> Problem statement: Each line below should be copied exactly as it stands.
======== Dataset ========
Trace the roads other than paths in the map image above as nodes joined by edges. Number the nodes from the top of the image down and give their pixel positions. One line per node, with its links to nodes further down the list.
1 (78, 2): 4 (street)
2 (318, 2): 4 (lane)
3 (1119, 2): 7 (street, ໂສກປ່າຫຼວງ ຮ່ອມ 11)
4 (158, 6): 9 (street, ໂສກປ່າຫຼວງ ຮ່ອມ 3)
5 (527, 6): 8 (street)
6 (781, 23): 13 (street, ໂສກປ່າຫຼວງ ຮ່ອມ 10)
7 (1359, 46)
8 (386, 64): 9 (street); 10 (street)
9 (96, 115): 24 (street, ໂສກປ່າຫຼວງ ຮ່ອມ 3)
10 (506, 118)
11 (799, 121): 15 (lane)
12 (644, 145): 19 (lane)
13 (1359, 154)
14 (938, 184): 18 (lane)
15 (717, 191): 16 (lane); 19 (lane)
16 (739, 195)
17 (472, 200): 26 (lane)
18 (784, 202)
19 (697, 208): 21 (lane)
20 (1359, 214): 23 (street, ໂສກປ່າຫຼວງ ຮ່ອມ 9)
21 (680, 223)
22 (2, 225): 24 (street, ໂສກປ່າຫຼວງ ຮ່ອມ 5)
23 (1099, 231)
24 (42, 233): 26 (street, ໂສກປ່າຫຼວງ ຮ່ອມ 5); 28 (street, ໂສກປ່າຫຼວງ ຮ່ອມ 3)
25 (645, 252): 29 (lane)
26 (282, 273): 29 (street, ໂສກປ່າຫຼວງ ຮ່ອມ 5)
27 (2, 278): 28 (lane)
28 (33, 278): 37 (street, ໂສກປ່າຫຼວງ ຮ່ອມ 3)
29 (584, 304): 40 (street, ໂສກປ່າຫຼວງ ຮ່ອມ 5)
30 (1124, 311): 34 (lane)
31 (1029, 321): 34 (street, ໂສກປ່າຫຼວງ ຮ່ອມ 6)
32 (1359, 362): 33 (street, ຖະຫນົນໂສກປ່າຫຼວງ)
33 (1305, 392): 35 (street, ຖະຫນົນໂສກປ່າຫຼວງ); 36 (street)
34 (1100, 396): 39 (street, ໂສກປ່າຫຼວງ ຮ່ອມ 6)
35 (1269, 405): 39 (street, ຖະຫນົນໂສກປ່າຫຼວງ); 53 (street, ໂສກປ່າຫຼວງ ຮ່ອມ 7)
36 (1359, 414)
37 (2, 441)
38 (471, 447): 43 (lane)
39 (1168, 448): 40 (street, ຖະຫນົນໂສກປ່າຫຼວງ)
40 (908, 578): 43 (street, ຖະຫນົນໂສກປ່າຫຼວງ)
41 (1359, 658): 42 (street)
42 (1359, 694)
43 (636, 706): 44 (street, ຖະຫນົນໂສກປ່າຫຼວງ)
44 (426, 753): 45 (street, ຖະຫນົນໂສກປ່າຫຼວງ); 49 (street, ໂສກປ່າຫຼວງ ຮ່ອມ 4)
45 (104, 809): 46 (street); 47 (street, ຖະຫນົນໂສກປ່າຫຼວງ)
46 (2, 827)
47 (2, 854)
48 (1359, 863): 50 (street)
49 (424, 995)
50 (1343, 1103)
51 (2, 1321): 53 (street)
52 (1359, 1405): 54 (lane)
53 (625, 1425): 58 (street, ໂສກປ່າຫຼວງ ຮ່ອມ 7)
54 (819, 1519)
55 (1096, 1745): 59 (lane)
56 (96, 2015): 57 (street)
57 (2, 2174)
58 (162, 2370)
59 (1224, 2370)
========
> Reply to the exercise:
Trace the roads other than paths in the map image above as nodes joined by edges. Number the nodes from the top of the image down and give their pixel positions. One line per node, with its links to nodes further down the list.
1 (78, 2): 4 (street)
2 (318, 2): 4 (lane)
3 (1119, 2): 7 (street, ໂສກປ່າຫຼວງ ຮ່ອມ 11)
4 (158, 6): 9 (street, ໂສກປ່າຫຼວງ ຮ່ອມ 3)
5 (527, 6): 8 (street)
6 (781, 23): 13 (street, ໂສກປ່າຫຼວງ ຮ່ອມ 10)
7 (1359, 46)
8 (386, 64): 9 (street); 10 (street)
9 (96, 115): 24 (street, ໂສກປ່າຫຼວງ ຮ່ອມ 3)
10 (506, 118)
11 (799, 121): 15 (lane)
12 (644, 145): 19 (lane)
13 (1359, 154)
14 (938, 184): 18 (lane)
15 (717, 191): 16 (lane); 19 (lane)
16 (739, 195)
17 (472, 200): 26 (lane)
18 (784, 202)
19 (697, 208): 21 (lane)
20 (1359, 214): 23 (street, ໂສກປ່າຫຼວງ ຮ່ອມ 9)
21 (680, 223)
22 (2, 225): 24 (street, ໂສກປ່າຫຼວງ ຮ່ອມ 5)
23 (1099, 231)
24 (42, 233): 26 (street, ໂສກປ່າຫຼວງ ຮ່ອມ 5); 28 (street, ໂສກປ່າຫຼວງ ຮ່ອມ 3)
25 (645, 252): 29 (lane)
26 (282, 273): 29 (street, ໂສກປ່າຫຼວງ ຮ່ອມ 5)
27 (2, 278): 28 (lane)
28 (33, 278): 37 (street, ໂສກປ່າຫຼວງ ຮ່ອມ 3)
29 (584, 304): 40 (street, ໂສກປ່າຫຼວງ ຮ່ອມ 5)
30 (1124, 311): 34 (lane)
31 (1029, 321): 34 (street, ໂສກປ່າຫຼວງ ຮ່ອມ 6)
32 (1359, 362): 33 (street, ຖະຫນົນໂສກປ່າຫຼວງ)
33 (1305, 392): 35 (street, ຖະຫນົນໂສກປ່າຫຼວງ); 36 (street)
34 (1100, 396): 39 (street, ໂສກປ່າຫຼວງ ຮ່ອມ 6)
35 (1269, 405): 39 (street, ຖະຫນົນໂສກປ່າຫຼວງ); 53 (street, ໂສກປ່າຫຼວງ ຮ່ອມ 7)
36 (1359, 414)
37 (2, 441)
38 (471, 447): 43 (lane)
39 (1168, 448): 40 (street, ຖະຫນົນໂສກປ່າຫຼວງ)
40 (908, 578): 43 (street, ຖະຫນົນໂສກປ່າຫຼວງ)
41 (1359, 658): 42 (street)
42 (1359, 694)
43 (636, 706): 44 (street, ຖະຫນົນໂສກປ່າຫຼວງ)
44 (426, 753): 45 (street, ຖະຫນົນໂສກປ່າຫຼວງ); 49 (street, ໂສກປ່າຫຼວງ ຮ່ອມ 4)
45 (104, 809): 46 (street); 47 (street, ຖະຫນົນໂສກປ່າຫຼວງ)
46 (2, 827)
47 (2, 854)
48 (1359, 863): 50 (street)
49 (424, 995)
50 (1343, 1103)
51 (2, 1321): 53 (street)
52 (1359, 1405): 54 (lane)
53 (625, 1425): 58 (street, ໂສກປ່າຫຼວງ ຮ່ອມ 7)
54 (819, 1519)
55 (1096, 1745): 59 (lane)
56 (96, 2015): 57 (street)
57 (2, 2174)
58 (162, 2370)
59 (1224, 2370)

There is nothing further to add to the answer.